Andrew Borg Wirth (ABW): We have assembled the project in a way that is driven by each exhibitor’s individual reactions to the theme and personal experiences, but bound by a collective aspiration to be critical. Rather than considering the limitations of the architectural studio, we have focused on the liberating potentials of exhibiting within a contemporary art gallery: scale, medium, subject matter and process. By limitations, we refer to the idea of client, budget, policy and the other factors within which the exhibiting group work on the daily.
In relation to entropy, I think what we are interested in talking about is the multiplicity of the architectural practice and therefore the different ways in which ‘the architect’ starts to perform, amongst them, through its nature as an agent of politics. Most studios that I have encountered don’t have an ordered or limiting nature to them, but actually encourage a generation like ours to push the boundaries of what defines the profession. Even in the compilation of this project we have found support from many studios towards the aim that we set for it. So more than speaking of the limitations of the architectural studio, we seek to talk about the potentialities of what lies beyond it. How further can we extend our impact beyond what society considers is our role to play?
The starting point of this collective experiment, Robert Smithson’s Spiral Jetty, stood at the periphery of what defined art practice. It renegotiated the notion of the landscape and survives as a reminder of a collective condition we are subjected to; one of disruption and change. I want to consider architectural practice as a place that affords this same kind of rhetoric; where the complexification of our role and the tendency towards chaos is not a hindrance but a defining nature of what we are called to do, and how we do it.
Installation view of Vessels by Suzi Mifsud (2022).
AD: The show follows a curatorial process that you describe as "shared", where the idea of provocation appears to be central to the exhibition's outcomes or prompts. The architects exhibiting were brought together on the basis of their shared architectural education - which is a recurring format in both the world of architecture and art, think Archigram, the YBAs, etc. But how fertile do you suppose the ground for provocation is when the group shares a fairly similar formative context? Is what you might be looking to provoke that very context itself?

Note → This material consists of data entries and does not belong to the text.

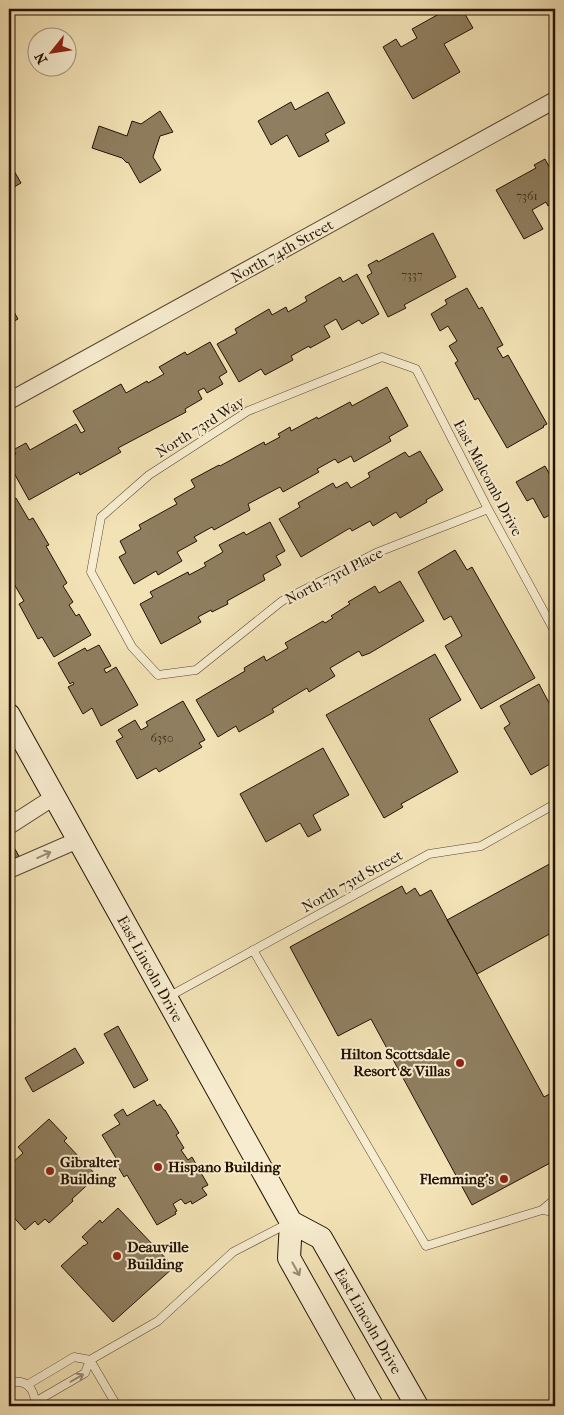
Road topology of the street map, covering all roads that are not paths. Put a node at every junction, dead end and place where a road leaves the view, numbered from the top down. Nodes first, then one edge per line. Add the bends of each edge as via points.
1 (555, 100) edge
2 (382, 357) joint
3 (9, 401) edge
4 (488, 508) junction
5 (555, 632) edge
6 (196, 670) joint
7 (9, 716) edge
8 (54, 797) junction
9 (555, 804) edge
10 (9, 826) edge
11 (78, 840) junction
12 (9, 870) edge
13 (253, 950) junction
14 (166, 998) junction
15 (555, 1199) edge
16 (542, 1210) junction
17 (555, 1212) edge
18 (291, 1222) junction
19 (90, 1360) junction
20 (9, 1384) edge
21 (27, 1385) junction
22 (34, 1404) edge
23 (117, 1406) edge
24 (372, 1406) edge
25 (417, 1406) edge

1 - 3 street, North 74th Street
2 - 4 lane, East Malcomb Drive via 416,369
2 - 6 lane, North 73rd Way via 248,411 149,475 100,517 92,572 132,647 158,675
4 - 5 lane, East Malcomb Drive
4 - 6 lane, North 73rd Place via 376,553 282,601
7 - 8 main road, East Lincoln Drive
8 - 10 street
8 - 11 main road, East Lincoln Drive
9 - 13 lane, North 73rd Street via 481,846 429,854
12 -> 11 street
11 - 14 main road, East Lincoln Drive
13 - 14 lane, North 73rd Street
13 - 16 lane via 426,1246
14 - 18 main road, East Lincoln Drive
15 - 16 lane
16 - 17 lane
18 - 19 lane via 233,1252 158,1321
18 -> 24 main road via 289,1258
18 - 25 main road, East Lincoln Drive via 321,1238
19 - 21 lane via 74,1357
22 -> 19 lane via 85,1373
19 - 23 lane
20 - 21 lane via 15,1381
21 - 22 lane via 33,1392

ABW: I think the context we met in might have been shared and similar, but the way we have spent the time since that period has created an immensely diverse group whose formation has afforded considerable breadth. It actually works as an opportunity to ‘check in’, a while after we first assembled - to compare where each of us stand and how this has a bearing on our individual and collective progression. I guess the provocation is towards how much of that energy and activity we had when we first assembled still persists. In this way, it is entropic in and of itself, in that we started with a burst of energy and are now displaying the place we are at, ten years down the line. Some have struck relationships, others have left the country, and the exhibition is a space by which to communicate this diversity; of practices and of personal paths.
AD: Can you describe what you mean by "positionality" in architecture? I am curious to understand if this relates to identity, or stylistic trajectories, or both, or none?
ABW: More than discussing styles, I like to consider contemporary practice to be governed by methods or approaches. When I discuss the idea of a ‘position’ I am trying to conceive how aware one is of the political residue of things they do, say, and think — how this continues to form their own methods or approaches, but also how this relates to their contribution to the industry and the political sphere.
I am motivated to push and persist on what the role of the architect is in society, and to find ways of acknowledging the multiplicity of our practice. In my case, this emerges as a position which I choose to take. I wanted this exhibition to be about finding this position; about debating it in the run up to the project and embedding it within the making that each individual has embarked on.
Detail from Matthew Scerri, Synthetics 3/3 (2022). Image by Michaele Zammit.
AD: You talk about the group's aspirational contrasts between present day scenarios and the time you shared ten years ago as architecture students. Aspirational to what exactly? The profession? The local built environment? The world? Again, it smarts to me of an individualistic framing; so can you talk a bit more about what you believe the persona, or power, of the architect as 'author' should be today?
ABW: We are talking about a time which was formative for each of us. Entering university, you have preconceived ideas of what it is to work in architecture, and how this is going to materialise eventually. You don’t often look back on that when you are immersed in the daily grind of work. So this was designed as a space in which to do that.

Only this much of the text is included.